### Work instructions
Reproduce the records word for word, with nothing left out.

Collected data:
══════════

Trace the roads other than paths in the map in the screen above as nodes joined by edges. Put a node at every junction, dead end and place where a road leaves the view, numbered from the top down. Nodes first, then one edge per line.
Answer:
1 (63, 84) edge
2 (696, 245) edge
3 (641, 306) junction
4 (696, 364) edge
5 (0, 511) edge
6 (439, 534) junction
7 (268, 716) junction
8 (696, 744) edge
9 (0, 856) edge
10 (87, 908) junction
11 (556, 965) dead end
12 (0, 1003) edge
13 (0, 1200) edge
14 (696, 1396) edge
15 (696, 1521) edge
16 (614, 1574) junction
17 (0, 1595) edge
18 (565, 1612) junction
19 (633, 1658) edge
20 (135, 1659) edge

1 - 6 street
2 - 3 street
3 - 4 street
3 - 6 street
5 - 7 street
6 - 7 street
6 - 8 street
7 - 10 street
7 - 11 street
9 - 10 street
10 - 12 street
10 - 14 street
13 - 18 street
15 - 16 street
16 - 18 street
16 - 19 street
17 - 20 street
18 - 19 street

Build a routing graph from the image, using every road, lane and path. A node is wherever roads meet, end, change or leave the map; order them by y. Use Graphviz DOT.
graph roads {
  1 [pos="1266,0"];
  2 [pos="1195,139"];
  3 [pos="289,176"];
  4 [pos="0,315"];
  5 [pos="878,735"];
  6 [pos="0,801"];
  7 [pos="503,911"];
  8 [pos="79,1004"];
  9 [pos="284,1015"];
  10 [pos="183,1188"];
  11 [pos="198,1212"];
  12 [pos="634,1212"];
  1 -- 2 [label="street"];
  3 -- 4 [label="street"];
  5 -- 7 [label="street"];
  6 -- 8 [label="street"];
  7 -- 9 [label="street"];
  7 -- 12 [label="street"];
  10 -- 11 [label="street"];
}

══════════

### Exercise answer
Trace the roads other than paths in the map in the screen above as nodes joined by edges. Put a node at every junction, dead end and place where a road leaves the view, numbered from the top down. Nodes first, then one edge per line.
Answer:
1 (63, 84) edge
2 (696, 245) edge
3 (641, 306) junction
4 (696, 364) edge
5 (0, 511) edge
6 (439, 534) junction
7 (268, 716) junction
8 (696, 744) edge
9 (0, 856) edge
10 (87, 908) junction
11 (556, 965) dead end
12 (0, 1003) edge
13 (0, 1200) edge
14 (696, 1396) edge
15 (696, 1521) edge
16 (614, 1574) junction
17 (0, 1595) edge
18 (565, 1612) junction
19 (633, 1658) edge
20 (135, 1659) edge

1 - 6 street
2 - 3 street
3 - 4 street
3 - 6 street
5 - 7 street
6 - 7 street
6 - 8 street
7 - 10 street
7 - 11 street
9 - 10 street
10 - 12 street
10 - 14 street
13 - 18 street
15 - 16 street
16 - 18 street
16 - 19 street
17 - 20 street
18 - 19 street

Build a routing graph from the image, using every road, lane and path. A node is wherever roads meet, end, change or leave the map; order them by y. Use Graphviz DOT.
graph roads {
  1 [pos="1266,0"];
  2 [pos="1195,139"];
  3 [pos="289,176"];
  4 [pos="0,315"];
  5 [pos="878,735"];
  6 [pos="0,801"];
  7 [pos="503,911"];
  8 [pos="79,1004"];
  9 [pos="284,1015"];
  10 [pos="183,1188"];
  11 [pos="198,1212"];
  12 [pos="634,1212"];
  1 -- 2 [label="street"];
  3 -- 4 [label="street"];
  5 -- 7 [label="street"];
  6 -- 8 [label="street"];
  7 -- 9 [label="street"];
  7 -- 12 [label="street"];
  10 -- 11 [label="street"];
}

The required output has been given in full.